Les Bouleaux, un peu trop crûment mouchetés de noir, ont un caractère de distinction et d’élégance. Ces harmonies si fort originales et vibrantes vous entrent dans l’œil, comme pénètrent dans l’oreille les sonorités complexes et. travaillées de la musique moderne ; elles charment beaucoup et font un peu souffrir en même temps.

M. Lambinet peint avec plaisir, et on a plaisir aussi à voir ce qu’il a peint ; son bord de l’eau par un matin d’été est charmant. Le soleil, qui dort encore d’un œil, commence à percer la vapeur. On a les pieds dans la rosée, et il semble que l’air est embaumé. Voici le bosquet très connu et toujours agréable où M. de Cock invite ses amis à s’asseoir. Voici le ruisseau, la joyeuse harmonie des petits tons verts et frais, et aussi la branchette lumineuse sillonnant comme un éclat de rire ce fouillis printanier. On se retrouve et cela repose. Le Chemin sous la futaie, de M. de Hagemann, ne plaisante pas : vrai comme une photographie, rugueux comme un vieux mur. Il y a bien du talent dans cette construction, mais comme j’attendrais pour aller me promener par là que le soleil un peu plus bas à l’horizon eût nuancé cette coloration !

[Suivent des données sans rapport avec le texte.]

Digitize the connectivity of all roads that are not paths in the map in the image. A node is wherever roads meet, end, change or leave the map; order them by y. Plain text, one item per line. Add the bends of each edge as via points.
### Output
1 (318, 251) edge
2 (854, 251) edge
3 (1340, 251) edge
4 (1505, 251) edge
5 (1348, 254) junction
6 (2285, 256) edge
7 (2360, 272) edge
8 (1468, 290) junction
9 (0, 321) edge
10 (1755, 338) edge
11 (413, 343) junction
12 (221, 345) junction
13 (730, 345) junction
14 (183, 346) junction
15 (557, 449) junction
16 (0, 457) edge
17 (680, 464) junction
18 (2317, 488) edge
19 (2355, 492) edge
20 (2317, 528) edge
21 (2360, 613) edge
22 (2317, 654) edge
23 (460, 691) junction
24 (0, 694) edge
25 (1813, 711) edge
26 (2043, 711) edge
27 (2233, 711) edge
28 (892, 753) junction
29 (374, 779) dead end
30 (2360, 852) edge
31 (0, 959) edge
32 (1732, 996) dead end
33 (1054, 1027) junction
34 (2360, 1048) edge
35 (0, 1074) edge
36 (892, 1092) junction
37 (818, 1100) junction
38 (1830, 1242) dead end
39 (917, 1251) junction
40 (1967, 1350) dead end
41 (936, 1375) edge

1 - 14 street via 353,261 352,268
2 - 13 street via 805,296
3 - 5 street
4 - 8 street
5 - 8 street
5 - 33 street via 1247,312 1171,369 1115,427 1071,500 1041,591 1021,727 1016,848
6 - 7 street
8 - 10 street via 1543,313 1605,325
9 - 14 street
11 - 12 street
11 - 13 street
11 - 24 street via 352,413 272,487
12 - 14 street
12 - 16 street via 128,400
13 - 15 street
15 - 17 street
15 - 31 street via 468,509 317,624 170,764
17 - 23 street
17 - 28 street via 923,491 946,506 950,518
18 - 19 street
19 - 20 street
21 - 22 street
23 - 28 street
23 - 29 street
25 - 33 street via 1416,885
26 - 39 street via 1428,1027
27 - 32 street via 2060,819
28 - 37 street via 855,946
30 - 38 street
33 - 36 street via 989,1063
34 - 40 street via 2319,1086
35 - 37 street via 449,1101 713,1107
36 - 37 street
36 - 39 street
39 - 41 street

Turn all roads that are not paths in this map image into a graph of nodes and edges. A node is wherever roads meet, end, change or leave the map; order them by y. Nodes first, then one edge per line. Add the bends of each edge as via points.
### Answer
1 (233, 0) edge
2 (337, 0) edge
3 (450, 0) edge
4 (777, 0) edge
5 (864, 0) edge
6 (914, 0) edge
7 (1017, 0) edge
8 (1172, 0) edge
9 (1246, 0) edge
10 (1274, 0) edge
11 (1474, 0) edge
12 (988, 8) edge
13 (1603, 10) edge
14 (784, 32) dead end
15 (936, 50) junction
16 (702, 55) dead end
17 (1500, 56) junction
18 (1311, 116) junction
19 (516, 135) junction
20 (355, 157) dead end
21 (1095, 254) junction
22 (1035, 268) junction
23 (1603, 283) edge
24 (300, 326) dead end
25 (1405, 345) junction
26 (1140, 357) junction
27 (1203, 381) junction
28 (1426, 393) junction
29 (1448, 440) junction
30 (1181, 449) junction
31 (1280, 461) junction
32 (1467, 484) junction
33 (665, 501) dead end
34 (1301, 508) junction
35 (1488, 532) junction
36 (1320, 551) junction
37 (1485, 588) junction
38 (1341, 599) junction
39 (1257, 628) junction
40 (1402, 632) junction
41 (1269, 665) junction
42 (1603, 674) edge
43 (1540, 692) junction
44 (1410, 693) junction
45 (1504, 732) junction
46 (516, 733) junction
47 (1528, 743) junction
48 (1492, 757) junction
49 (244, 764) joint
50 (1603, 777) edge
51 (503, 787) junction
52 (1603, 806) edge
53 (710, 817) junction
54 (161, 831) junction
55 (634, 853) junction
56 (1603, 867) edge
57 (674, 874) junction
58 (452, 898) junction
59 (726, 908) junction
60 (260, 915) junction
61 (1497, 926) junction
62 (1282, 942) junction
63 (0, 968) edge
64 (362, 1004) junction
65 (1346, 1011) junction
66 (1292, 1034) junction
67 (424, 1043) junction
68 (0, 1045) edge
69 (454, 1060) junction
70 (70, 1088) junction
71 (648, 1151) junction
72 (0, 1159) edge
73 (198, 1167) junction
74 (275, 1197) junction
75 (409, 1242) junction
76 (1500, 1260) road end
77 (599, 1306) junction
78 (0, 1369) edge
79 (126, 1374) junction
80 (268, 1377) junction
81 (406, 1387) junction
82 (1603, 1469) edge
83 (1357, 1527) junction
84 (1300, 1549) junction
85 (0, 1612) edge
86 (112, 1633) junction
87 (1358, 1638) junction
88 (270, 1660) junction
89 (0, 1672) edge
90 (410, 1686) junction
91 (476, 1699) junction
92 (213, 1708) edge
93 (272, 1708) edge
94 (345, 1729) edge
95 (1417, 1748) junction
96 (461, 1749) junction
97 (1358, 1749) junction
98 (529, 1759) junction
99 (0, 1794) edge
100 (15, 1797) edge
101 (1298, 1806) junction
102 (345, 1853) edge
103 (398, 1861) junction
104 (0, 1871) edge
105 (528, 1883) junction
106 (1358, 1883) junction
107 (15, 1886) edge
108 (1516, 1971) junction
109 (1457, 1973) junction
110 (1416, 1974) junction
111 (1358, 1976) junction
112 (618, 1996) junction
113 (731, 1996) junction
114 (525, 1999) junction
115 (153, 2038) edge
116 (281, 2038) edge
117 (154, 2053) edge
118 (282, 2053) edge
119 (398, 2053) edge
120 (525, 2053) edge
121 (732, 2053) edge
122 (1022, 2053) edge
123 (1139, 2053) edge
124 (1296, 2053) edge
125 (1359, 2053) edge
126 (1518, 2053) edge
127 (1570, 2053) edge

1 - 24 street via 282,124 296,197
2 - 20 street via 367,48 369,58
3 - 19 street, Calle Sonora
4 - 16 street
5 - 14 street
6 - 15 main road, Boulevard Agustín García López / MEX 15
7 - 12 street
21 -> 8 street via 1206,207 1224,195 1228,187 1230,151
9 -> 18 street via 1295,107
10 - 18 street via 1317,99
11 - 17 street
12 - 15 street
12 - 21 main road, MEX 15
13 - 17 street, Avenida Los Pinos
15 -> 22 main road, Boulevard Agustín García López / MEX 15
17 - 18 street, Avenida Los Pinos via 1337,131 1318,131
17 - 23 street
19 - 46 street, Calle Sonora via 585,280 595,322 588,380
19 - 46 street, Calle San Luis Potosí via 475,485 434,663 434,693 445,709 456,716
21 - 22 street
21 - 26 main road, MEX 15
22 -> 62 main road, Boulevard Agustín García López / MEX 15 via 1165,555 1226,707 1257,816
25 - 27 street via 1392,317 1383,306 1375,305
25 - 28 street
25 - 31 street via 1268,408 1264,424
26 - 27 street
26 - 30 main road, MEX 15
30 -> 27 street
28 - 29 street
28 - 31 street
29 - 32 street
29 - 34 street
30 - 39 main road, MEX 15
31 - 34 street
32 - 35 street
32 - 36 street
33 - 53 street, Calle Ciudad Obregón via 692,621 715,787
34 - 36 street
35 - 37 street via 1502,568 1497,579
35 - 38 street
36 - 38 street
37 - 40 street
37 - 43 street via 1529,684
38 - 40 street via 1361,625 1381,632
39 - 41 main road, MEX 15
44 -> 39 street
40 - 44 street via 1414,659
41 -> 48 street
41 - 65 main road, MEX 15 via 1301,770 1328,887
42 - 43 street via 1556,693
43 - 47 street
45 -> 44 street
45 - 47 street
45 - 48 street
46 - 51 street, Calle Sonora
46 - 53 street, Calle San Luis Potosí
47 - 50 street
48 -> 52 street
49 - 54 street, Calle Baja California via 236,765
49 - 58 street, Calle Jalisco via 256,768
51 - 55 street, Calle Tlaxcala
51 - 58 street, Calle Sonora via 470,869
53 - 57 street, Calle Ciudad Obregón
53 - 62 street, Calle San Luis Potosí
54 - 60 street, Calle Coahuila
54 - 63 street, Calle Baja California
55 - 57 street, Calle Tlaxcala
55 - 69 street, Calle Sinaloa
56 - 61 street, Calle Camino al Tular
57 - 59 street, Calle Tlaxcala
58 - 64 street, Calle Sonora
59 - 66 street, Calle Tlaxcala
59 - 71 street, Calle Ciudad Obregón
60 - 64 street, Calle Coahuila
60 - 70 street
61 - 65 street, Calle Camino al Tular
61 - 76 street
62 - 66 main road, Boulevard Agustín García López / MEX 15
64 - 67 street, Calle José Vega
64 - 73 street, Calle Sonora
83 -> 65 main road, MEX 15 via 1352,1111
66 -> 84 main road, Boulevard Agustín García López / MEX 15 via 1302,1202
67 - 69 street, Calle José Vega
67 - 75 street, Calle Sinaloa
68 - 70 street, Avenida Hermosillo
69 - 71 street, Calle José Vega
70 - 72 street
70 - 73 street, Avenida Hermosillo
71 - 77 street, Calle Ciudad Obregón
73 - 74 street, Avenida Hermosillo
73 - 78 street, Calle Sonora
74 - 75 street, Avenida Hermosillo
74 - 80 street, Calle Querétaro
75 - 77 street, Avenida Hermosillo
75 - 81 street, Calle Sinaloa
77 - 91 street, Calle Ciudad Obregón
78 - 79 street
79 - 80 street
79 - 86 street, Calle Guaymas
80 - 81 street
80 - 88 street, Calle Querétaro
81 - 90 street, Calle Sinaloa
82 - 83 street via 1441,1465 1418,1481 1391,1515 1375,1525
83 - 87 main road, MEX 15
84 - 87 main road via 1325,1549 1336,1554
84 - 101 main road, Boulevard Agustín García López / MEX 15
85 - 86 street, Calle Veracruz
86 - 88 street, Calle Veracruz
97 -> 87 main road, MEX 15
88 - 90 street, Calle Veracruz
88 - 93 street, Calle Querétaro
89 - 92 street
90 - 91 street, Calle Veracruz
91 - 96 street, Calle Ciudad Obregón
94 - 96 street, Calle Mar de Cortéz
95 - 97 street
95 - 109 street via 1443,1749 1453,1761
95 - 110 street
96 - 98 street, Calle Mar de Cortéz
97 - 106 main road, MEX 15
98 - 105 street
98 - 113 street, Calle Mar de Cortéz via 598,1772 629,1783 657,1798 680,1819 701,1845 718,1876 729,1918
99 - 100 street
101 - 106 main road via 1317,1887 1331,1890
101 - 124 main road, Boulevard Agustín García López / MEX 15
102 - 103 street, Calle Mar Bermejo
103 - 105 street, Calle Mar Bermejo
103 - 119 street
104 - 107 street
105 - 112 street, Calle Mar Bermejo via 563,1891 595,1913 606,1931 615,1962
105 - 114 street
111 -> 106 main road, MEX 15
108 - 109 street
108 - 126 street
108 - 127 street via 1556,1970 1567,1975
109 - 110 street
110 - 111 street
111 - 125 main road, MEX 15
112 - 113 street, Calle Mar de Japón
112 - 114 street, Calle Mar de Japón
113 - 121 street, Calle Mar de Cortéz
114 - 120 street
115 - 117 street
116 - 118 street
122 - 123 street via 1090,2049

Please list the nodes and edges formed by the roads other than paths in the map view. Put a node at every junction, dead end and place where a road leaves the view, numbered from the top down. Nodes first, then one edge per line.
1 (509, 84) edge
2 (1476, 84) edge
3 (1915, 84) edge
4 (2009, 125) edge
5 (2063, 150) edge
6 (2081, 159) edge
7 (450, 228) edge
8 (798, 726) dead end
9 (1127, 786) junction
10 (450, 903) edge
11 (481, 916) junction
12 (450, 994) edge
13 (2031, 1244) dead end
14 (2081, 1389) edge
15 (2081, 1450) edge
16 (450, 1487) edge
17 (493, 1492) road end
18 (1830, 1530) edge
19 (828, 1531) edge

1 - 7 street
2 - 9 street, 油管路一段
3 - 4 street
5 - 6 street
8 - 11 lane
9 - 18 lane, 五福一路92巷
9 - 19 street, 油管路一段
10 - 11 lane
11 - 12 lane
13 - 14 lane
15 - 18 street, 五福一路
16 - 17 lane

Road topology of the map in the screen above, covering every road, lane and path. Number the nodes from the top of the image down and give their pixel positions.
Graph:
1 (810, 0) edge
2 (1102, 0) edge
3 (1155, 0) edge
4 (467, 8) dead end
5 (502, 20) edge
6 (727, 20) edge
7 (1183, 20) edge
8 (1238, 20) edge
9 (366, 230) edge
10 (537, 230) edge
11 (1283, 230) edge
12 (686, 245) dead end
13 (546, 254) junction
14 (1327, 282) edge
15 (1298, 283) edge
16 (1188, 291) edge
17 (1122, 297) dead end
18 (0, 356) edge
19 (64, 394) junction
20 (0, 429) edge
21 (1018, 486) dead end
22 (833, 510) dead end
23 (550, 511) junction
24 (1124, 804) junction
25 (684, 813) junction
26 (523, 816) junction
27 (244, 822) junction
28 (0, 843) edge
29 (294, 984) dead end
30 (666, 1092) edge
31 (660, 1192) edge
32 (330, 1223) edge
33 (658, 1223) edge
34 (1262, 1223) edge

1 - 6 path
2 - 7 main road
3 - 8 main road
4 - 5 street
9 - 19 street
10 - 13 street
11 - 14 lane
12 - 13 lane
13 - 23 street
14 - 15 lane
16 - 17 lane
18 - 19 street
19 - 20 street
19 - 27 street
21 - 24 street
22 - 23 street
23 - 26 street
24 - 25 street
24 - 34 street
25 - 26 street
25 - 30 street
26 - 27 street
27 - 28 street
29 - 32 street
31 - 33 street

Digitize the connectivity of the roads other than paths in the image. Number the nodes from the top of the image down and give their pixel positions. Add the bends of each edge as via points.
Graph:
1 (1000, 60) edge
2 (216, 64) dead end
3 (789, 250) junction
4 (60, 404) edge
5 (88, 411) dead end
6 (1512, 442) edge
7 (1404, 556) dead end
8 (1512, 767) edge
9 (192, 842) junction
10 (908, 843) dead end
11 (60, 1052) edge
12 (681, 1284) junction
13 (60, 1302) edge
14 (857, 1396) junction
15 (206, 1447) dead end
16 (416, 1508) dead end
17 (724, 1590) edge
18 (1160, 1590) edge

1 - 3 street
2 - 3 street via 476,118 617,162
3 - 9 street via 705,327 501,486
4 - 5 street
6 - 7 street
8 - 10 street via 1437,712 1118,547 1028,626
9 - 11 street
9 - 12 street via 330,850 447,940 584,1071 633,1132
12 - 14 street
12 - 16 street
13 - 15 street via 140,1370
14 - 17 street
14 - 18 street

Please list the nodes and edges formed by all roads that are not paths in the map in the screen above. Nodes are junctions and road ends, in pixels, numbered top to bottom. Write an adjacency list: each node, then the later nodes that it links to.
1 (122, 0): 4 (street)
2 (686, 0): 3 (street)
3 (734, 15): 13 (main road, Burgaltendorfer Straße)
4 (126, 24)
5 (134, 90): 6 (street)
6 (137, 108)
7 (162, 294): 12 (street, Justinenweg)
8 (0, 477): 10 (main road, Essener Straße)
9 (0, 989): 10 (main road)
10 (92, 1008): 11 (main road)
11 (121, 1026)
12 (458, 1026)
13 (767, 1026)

Le Boulevard Rochechouart par un temps de neige, dont M. Delpy est l’auteur, rentre dans la catégorie des effets de chambre claire. M. Delpy a l’œil fort juste et la main très habile ; mais je n’en suis pas plus désireux pour cela d’habiter le boulevard Rochechouart. Non, tout n’est pas bon à peindre. Cette perfection des moyens matériels est un moyen, non un but. On fatigue le public à faire admirer trop longtemps ses outils, et j’estime qu’il y a quelque prétention dans le choix des réalités laides où l’habileté de l’exécutant reste seule isolée, trop en vue, étonnant tout le monde et ne touchant personne.